Dataset entries:
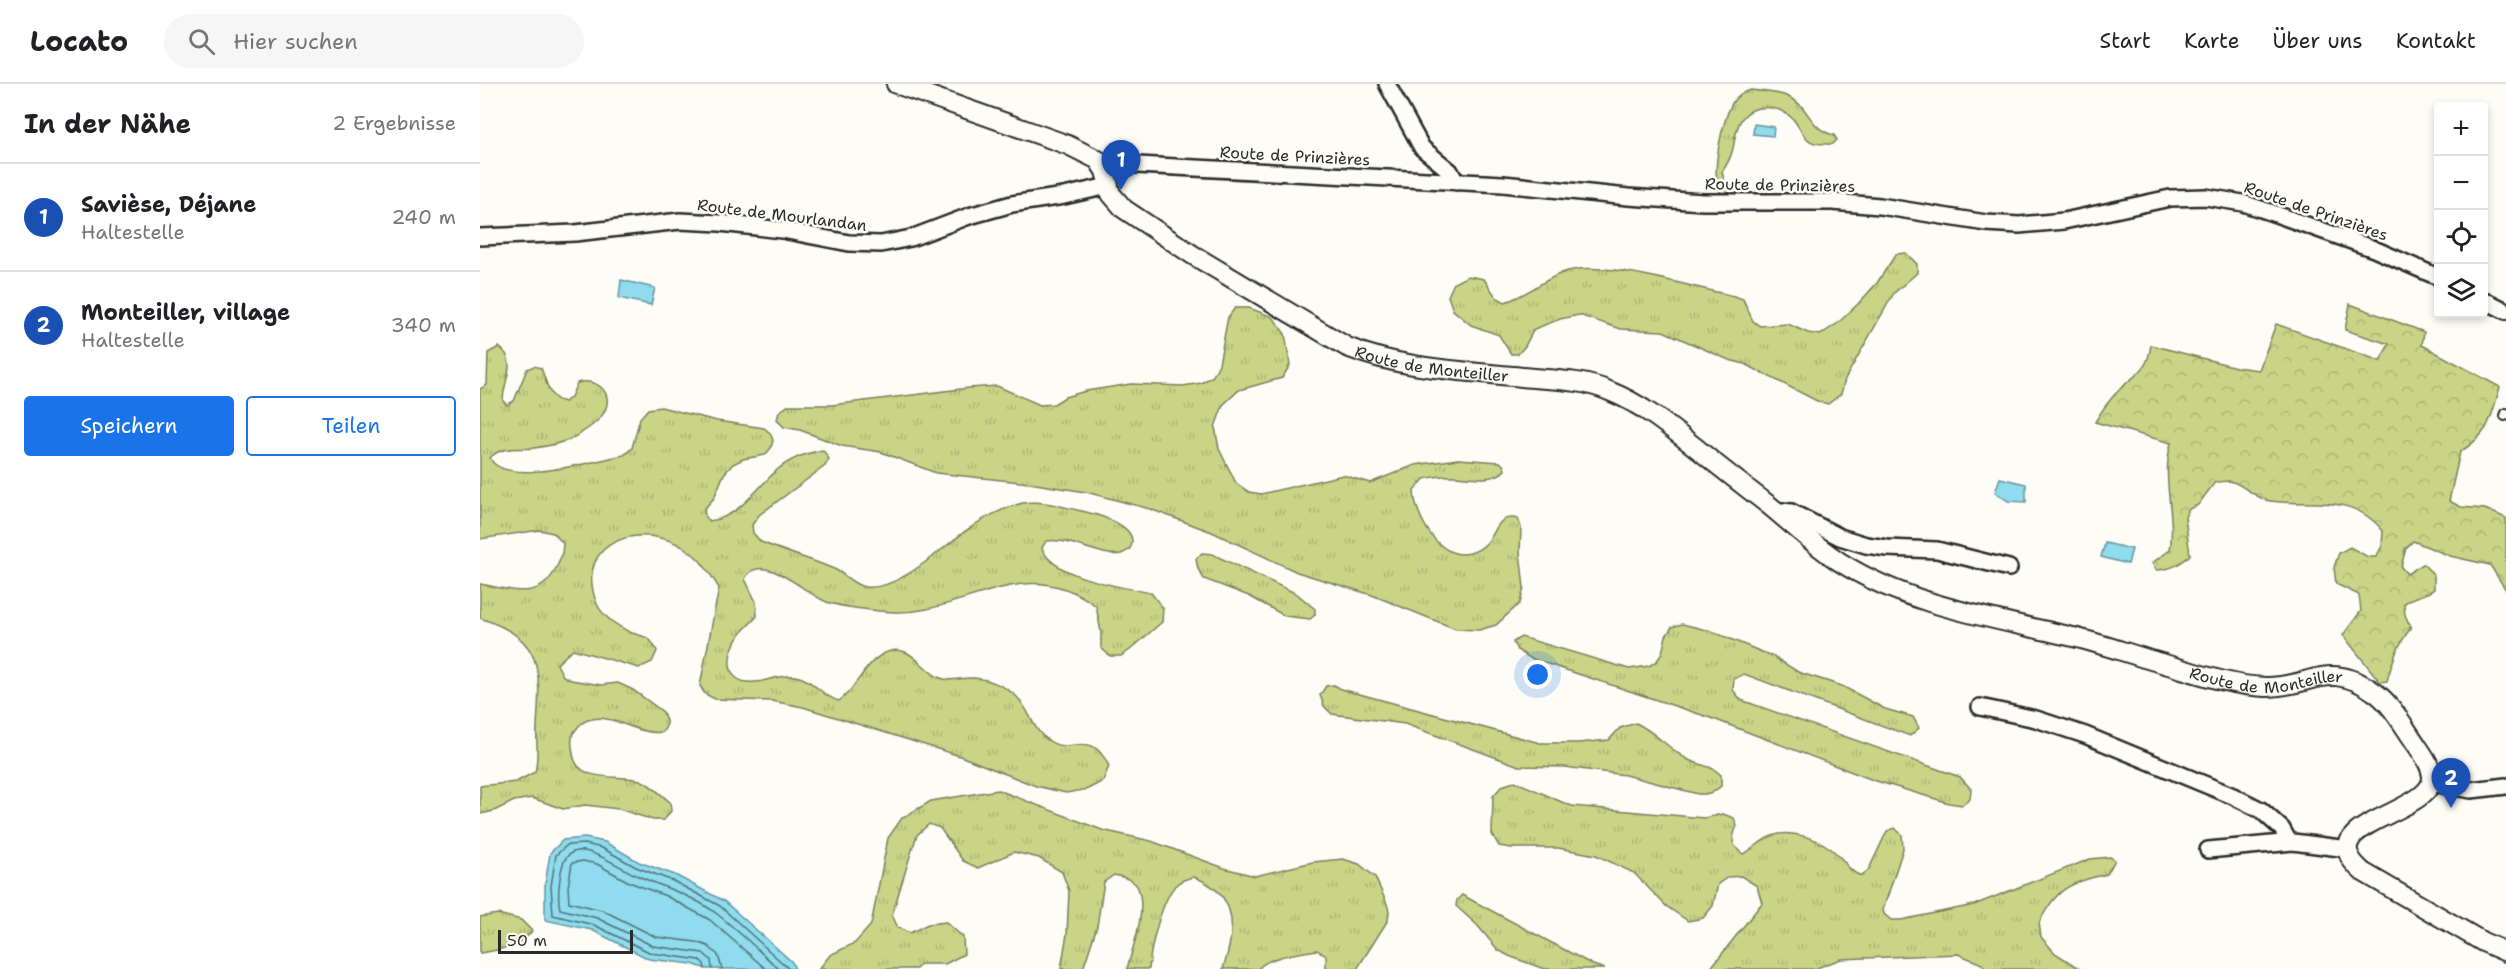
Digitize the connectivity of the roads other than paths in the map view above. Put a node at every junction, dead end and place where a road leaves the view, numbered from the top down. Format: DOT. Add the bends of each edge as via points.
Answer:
graph roads {
  1 [pos="896,84"];
  2 [pos="1387,84"];
  3 [pos="1106,176"];
  4 [pos="1456,182"];
  5 [pos="480,237"];
  6 [pos="2434,275"];
  7 [pos="2488,302"];
  8 [pos="2506,311"];
  9 [pos="1778,513"];
  10 [pos="2009,568"];
  11 [pos="1980,707"];
  12 [pos="2431,783"];
  13 [pos="2506,786"];
  14 [pos="2289,842"];
  15 [pos="2348,849"];
  16 [pos="2208,850"];
  17 [pos="2506,952"];
  1 -- 3 [label="street, Route de Monteiller" via="1080,149 1093,156"];
  2 -- 4 [label="street" via="1422,148 1450,171"];
  3 -- 4 [label="street, Route de Prinzières" via="1118,164"];
  3 -- 5 [label="street, Route de Mourlandan" via="1064,196 1012,204 952,221 911,238 881,244 849,243 720,222 680,221 575,233"];
  3 -- 9 [label="street, Route de Monteiller" via="1114,199 1131,214 1337,342 1395,361 1571,381 1606,389 1654,415"];
  4 -- 6 [label="street, Route de Prinzières" via="1703,202 1849,203 2019,225 2064,221 2170,198 2206,197 2273,213"];
  7 -- 8 [label="street"];
  9 -- 10 [label="street, Route de Monteiller" via="1791,512 1866,545 1937,550"];
  9 -- 12 [label="street, Route de Monteiller" via="1828,554 1863,575 1902,593 1969,613 2087,640 2243,684 2280,686 2328,675 2356,683 2377,694 2392,710 2430,767"];
  11 -- 14 [label="street" via="2037,719 2085,735 2222,791 2261,810 2282,829"];
  12 -- 13 [label="street" via="2471,790"];
  12 -- 15 [label="street" via="2416,800 2362,828 2353,836"];
  14 -- 15 [label="street"];
  14 -- 16 [label="street"];
  15 -- 17 [label="street" via="2363,872"];
}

• What you have to do
Quote the records above exactly, leaving out any pictures.

• Your response
Digitize the connectivity of the roads other than paths in the map view above. Put a node at every junction, dead end and place where a road leaves the view, numbered from the top down. Format: DOT. Add the bends of each edge as via points.
Answer:
graph roads {
  1 [pos="896,84"];
  2 [pos="1387,84"];
  3 [pos="1106,176"];
  4 [pos="1456,182"];
  5 [pos="480,237"];
  6 [pos="2434,275"];
  7 [pos="2488,302"];
  8 [pos="2506,311"];
  9 [pos="1778,513"];
  10 [pos="2009,568"];
  11 [pos="1980,707"];
  12 [pos="2431,783"];
  13 [pos="2506,786"];
  14 [pos="2289,842"];
  15 [pos="2348,849"];
  16 [pos="2208,850"];
  17 [pos="2506,952"];
  1 -- 3 [label="street, Route de Monteiller" via="1080,149 1093,156"];
  2 -- 4 [label="street" via="1422,148 1450,171"];
  3 -- 4 [label="street, Route de Prinzières" via="1118,164"];
  3 -- 5 [label="street, Route de Mourlandan" via="1064,196 1012,204 952,221 911,238 881,244 849,243 720,222 680,221 575,233"];
  3 -- 9 [label="street, Route de Monteiller" via="1114,199 1131,214 1337,342 1395,361 1571,381 1606,389 1654,415"];
  4 -- 6 [label="street, Route de Prinzières" via="1703,202 1849,203 2019,225 2064,221 2170,198 2206,197 2273,213"];
  7 -- 8 [label="street"];
  9 -- 10 [label="street, Route de Monteiller" via="1791,512 1866,545 1937,550"];
  9 -- 12 [label="street, Route de Monteiller" via="1828,554 1863,575 1902,593 1969,613 2087,640 2243,684 2280,686 2328,675 2356,683 2377,694 2392,710 2430,767"];
  11 -- 14 [label="street" via="2037,719 2085,735 2222,791 2261,810 2282,829"];
  12 -- 13 [label="street" via="2471,790"];
  12 -- 15 [label="street" via="2416,800 2362,828 2353,836"];
  14 -- 15 [label="street"];
  14 -- 16 [label="street"];
  15 -- 17 [label="street" via="2363,872"];
}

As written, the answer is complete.